### Problem description
Once the line containing "Extract the road graph of this" is located, output it and every line after it through the end of the records, exactly as written and nothing else.

### Dataset records
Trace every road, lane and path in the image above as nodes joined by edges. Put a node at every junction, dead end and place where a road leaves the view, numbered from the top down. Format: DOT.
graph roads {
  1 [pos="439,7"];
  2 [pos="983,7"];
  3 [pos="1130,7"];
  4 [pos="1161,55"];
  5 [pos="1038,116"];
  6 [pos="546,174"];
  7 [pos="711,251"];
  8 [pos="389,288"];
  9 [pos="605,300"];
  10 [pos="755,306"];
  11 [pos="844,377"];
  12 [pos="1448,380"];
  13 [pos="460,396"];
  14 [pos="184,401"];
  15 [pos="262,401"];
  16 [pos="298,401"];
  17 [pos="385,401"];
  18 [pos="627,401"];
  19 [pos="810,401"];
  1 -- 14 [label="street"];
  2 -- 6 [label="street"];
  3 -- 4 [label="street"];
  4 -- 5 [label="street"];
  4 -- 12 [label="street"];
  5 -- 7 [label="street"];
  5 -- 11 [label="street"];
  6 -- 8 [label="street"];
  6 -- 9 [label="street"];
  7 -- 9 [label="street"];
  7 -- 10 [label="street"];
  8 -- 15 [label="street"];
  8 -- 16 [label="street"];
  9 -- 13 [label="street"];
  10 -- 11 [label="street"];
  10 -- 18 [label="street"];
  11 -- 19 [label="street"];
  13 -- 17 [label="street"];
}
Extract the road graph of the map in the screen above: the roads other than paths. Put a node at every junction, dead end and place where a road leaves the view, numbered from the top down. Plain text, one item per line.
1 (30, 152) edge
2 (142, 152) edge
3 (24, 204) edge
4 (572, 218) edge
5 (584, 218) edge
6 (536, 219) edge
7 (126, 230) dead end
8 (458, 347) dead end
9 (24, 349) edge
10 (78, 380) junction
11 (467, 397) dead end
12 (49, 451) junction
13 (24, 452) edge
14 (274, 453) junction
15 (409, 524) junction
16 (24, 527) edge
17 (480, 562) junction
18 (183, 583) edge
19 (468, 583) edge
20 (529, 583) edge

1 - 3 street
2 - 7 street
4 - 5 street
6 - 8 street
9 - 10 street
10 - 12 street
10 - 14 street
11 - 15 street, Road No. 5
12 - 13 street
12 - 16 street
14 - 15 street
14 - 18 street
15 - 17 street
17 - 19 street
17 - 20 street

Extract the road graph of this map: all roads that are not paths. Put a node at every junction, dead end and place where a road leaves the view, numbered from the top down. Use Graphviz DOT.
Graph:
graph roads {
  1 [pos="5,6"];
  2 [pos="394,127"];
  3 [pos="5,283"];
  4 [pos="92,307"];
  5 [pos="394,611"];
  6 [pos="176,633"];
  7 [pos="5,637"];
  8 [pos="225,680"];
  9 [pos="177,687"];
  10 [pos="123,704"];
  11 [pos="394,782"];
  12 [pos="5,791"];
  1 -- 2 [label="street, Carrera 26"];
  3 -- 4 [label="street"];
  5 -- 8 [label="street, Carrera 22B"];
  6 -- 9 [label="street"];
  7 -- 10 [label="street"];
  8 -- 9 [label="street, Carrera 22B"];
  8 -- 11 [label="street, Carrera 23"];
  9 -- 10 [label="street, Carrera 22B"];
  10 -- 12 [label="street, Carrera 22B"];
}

### Completed exercise
Extract the road graph of this map: all roads that are not paths. Put a node at every junction, dead end and place where a road leaves the view, numbered from the top down. Use Graphviz DOT.
Graph:
graph roads {
  1 [pos="5,6"];
  2 [pos="394,127"];
  3 [pos="5,283"];
  4 [pos="92,307"];
  5 [pos="394,611"];
  6 [pos="176,633"];
  7 [pos="5,637"];
  8 [pos="225,680"];
  9 [pos="177,687"];
  10 [pos="123,704"];
  11 [pos="394,782"];
  12 [pos="5,791"];
  1 -- 2 [label="street, Carrera 26"];
  3 -- 4 [label="street"];
  5 -- 8 [label="street, Carrera 22B"];
  6 -- 9 [label="street"];
  7 -- 10 [label="street"];
  8 -- 9 [label="street, Carrera 22B"];
  8 -- 11 [label="street, Carrera 23"];
  9 -- 10 [label="street, Carrera 22B"];
  10 -- 12 [label="street, Carrera 22B"];
}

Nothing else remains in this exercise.